__EXERCISE INPUTS__.
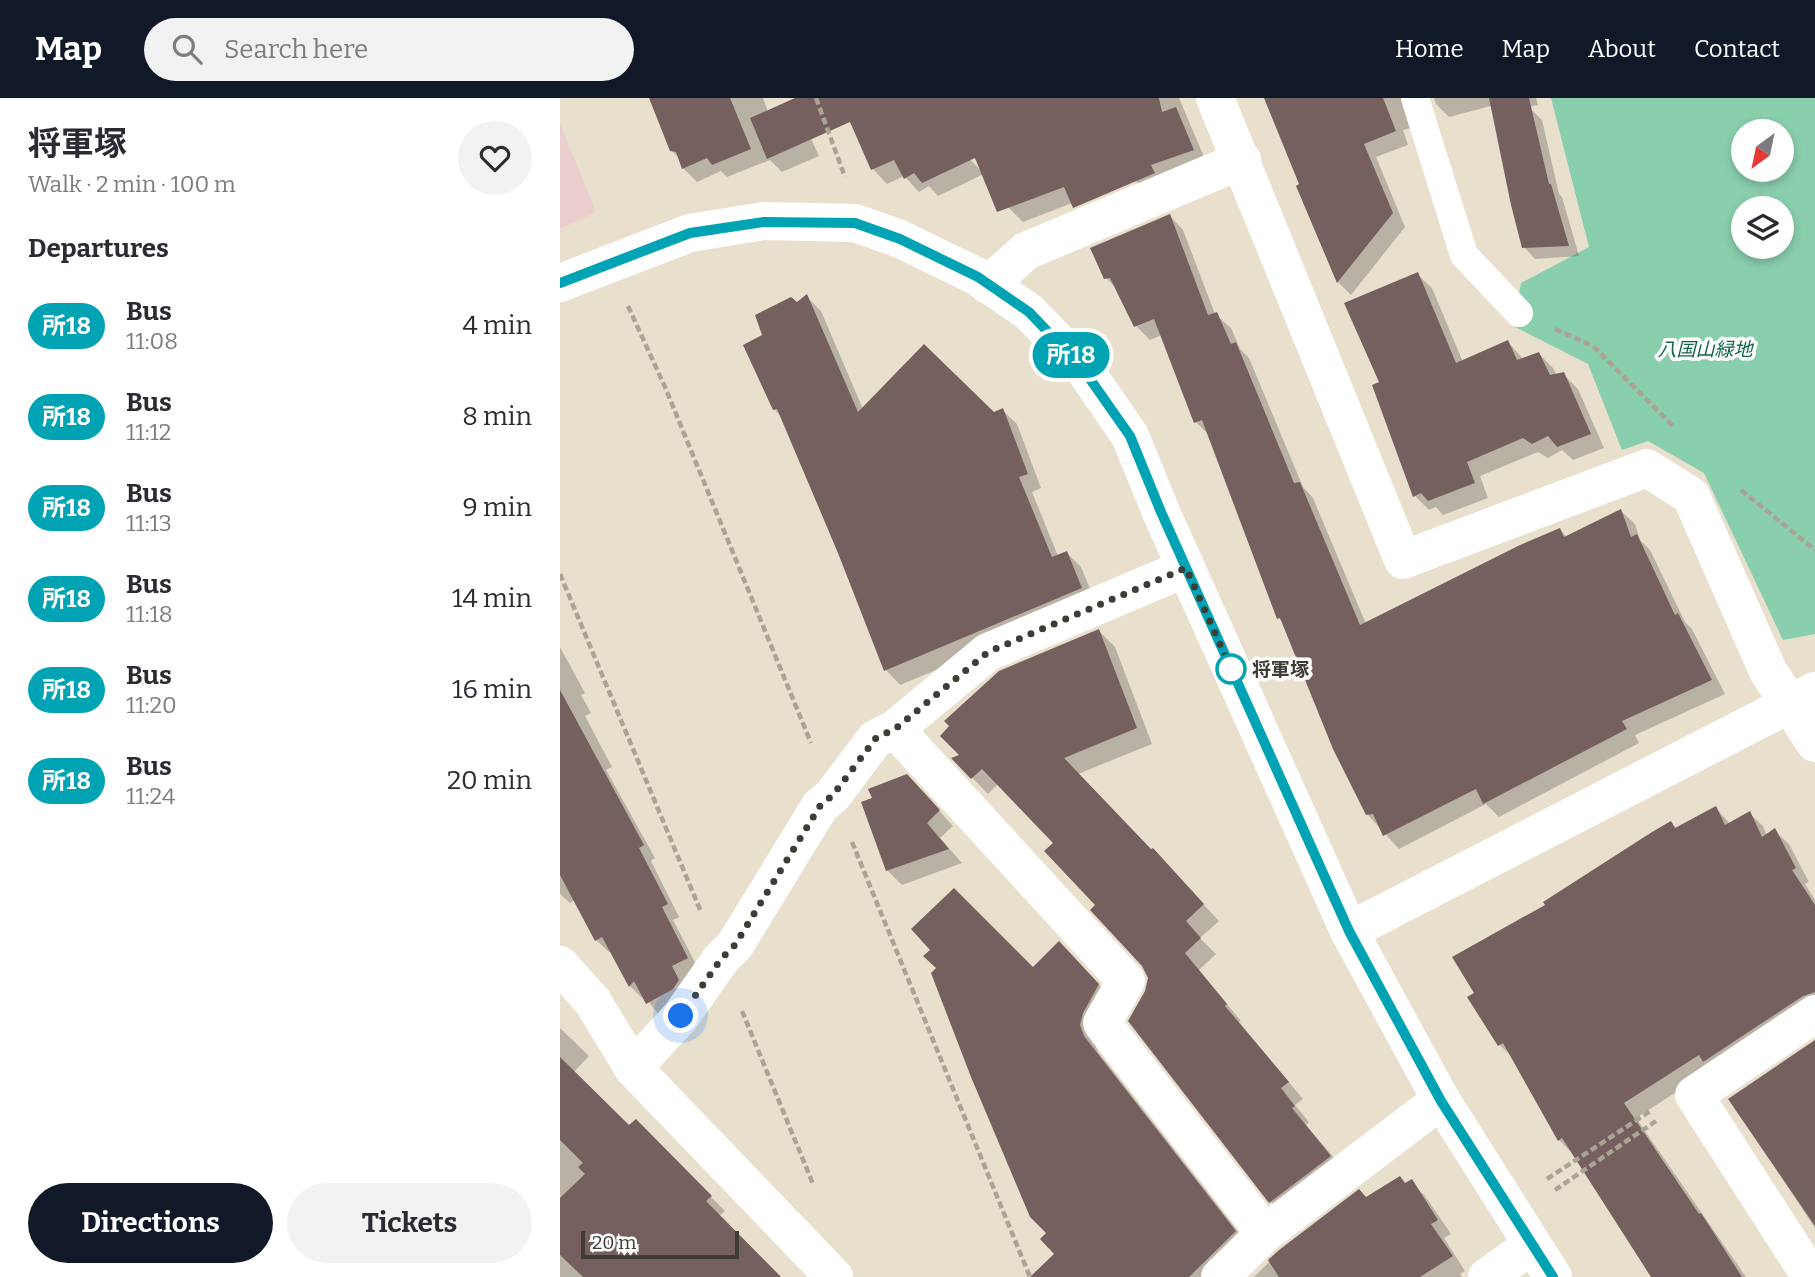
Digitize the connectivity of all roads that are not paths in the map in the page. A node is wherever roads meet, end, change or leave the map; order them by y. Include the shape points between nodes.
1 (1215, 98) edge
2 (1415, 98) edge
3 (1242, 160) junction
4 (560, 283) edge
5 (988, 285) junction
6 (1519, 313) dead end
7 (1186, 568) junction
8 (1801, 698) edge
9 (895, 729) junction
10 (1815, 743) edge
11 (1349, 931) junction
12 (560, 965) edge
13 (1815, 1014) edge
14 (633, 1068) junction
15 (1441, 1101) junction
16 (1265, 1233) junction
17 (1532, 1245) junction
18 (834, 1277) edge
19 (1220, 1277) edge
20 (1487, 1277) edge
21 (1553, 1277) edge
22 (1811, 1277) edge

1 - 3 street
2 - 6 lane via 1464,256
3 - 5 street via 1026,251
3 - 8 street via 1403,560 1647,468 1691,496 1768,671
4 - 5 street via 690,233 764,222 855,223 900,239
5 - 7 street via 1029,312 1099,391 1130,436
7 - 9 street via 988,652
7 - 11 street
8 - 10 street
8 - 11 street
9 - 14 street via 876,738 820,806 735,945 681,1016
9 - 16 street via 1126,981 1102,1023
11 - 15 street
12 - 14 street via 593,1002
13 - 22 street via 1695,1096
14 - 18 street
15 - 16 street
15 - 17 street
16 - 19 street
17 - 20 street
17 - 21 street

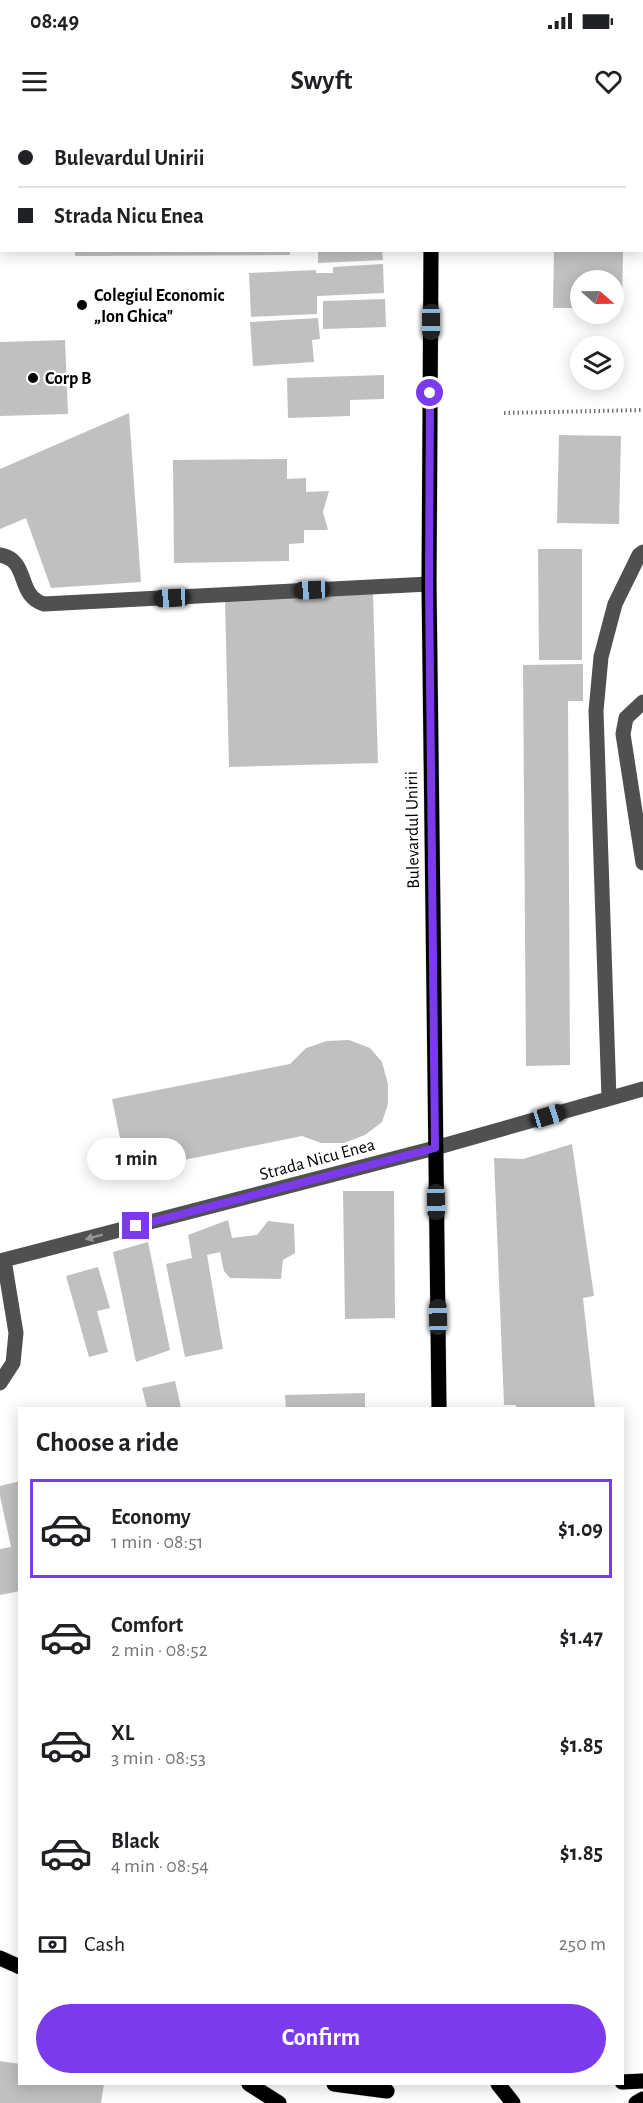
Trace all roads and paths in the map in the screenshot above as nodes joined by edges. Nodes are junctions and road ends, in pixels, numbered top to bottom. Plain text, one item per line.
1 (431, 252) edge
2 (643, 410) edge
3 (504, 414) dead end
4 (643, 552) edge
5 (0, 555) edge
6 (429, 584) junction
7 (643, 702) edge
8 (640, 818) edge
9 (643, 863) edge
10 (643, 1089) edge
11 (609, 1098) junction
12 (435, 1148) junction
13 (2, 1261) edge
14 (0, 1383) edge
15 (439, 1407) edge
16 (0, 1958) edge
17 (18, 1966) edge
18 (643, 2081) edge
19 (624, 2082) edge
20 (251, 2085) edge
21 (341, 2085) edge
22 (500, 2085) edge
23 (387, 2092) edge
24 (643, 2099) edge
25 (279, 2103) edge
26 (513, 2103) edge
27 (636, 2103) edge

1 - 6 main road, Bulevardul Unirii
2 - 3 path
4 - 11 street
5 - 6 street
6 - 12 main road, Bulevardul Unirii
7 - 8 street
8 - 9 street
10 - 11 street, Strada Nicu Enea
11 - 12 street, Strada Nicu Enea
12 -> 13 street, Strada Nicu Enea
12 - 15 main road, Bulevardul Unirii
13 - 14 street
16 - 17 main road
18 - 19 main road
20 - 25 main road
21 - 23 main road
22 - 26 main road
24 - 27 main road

__BRIEF__. Could you transcribe every entry exactly, leaving out the pictures?

__SOLVED PROBLEM__.
Digitize the connectivity of all roads that are not paths in the map in the page. A node is wherever roads meet, end, change or leave the map; order them by y. Include the shape points between nodes.
1 (1215, 98) edge
2 (1415, 98) edge
3 (1242, 160) junction
4 (560, 283) edge
5 (988, 285) junction
6 (1519, 313) dead end
7 (1186, 568) junction
8 (1801, 698) edge
9 (895, 729) junction
10 (1815, 743) edge
11 (1349, 931) junction
12 (560, 965) edge
13 (1815, 1014) edge
14 (633, 1068) junction
15 (1441, 1101) junction
16 (1265, 1233) junction
17 (1532, 1245) junction
18 (834, 1277) edge
19 (1220, 1277) edge
20 (1487, 1277) edge
21 (1553, 1277) edge
22 (1811, 1277) edge

1 - 3 street
2 - 6 lane via 1464,256
3 - 5 street via 1026,251
3 - 8 street via 1403,560 1647,468 1691,496 1768,671
4 - 5 street via 690,233 764,222 855,223 900,239
5 - 7 street via 1029,312 1099,391 1130,436
7 - 9 street via 988,652
7 - 11 street
8 - 10 street
8 - 11 street
9 - 14 street via 876,738 820,806 735,945 681,1016
9 - 16 street via 1126,981 1102,1023
11 - 15 street
12 - 14 street via 593,1002
13 - 22 street via 1695,1096
14 - 18 street
15 - 16 street
15 - 17 street
16 - 19 street
17 - 20 street
17 - 21 street

Trace all roads and paths in the map in the screenshot above as nodes joined by edges. Nodes are junctions and road ends, in pixels, numbered top to bottom. Plain text, one item per line.
1 (431, 252) edge
2 (643, 410) edge
3 (504, 414) dead end
4 (643, 552) edge
5 (0, 555) edge
6 (429, 584) junction
7 (643, 702) edge
8 (640, 818) edge
9 (643, 863) edge
10 (643, 1089) edge
11 (609, 1098) junction
12 (435, 1148) junction
13 (2, 1261) edge
14 (0, 1383) edge
15 (439, 1407) edge
16 (0, 1958) edge
17 (18, 1966) edge
18 (643, 2081) edge
19 (624, 2082) edge
20 (251, 2085) edge
21 (341, 2085) edge
22 (500, 2085) edge
23 (387, 2092) edge
24 (643, 2099) edge
25 (279, 2103) edge
26 (513, 2103) edge
27 (636, 2103) edge

1 - 6 main road, Bulevardul Unirii
2 - 3 path
4 - 11 street
5 - 6 street
6 - 12 main road, Bulevardul Unirii
7 - 8 street
8 - 9 street
10 - 11 street, Strada Nicu Enea
11 - 12 street, Strada Nicu Enea
12 -> 13 street, Strada Nicu Enea
12 - 15 main road, Bulevardul Unirii
13 - 14 street
16 - 17 main road
18 - 19 main road
20 - 25 main road
21 - 23 main road
22 - 26 main road
24 - 27 main road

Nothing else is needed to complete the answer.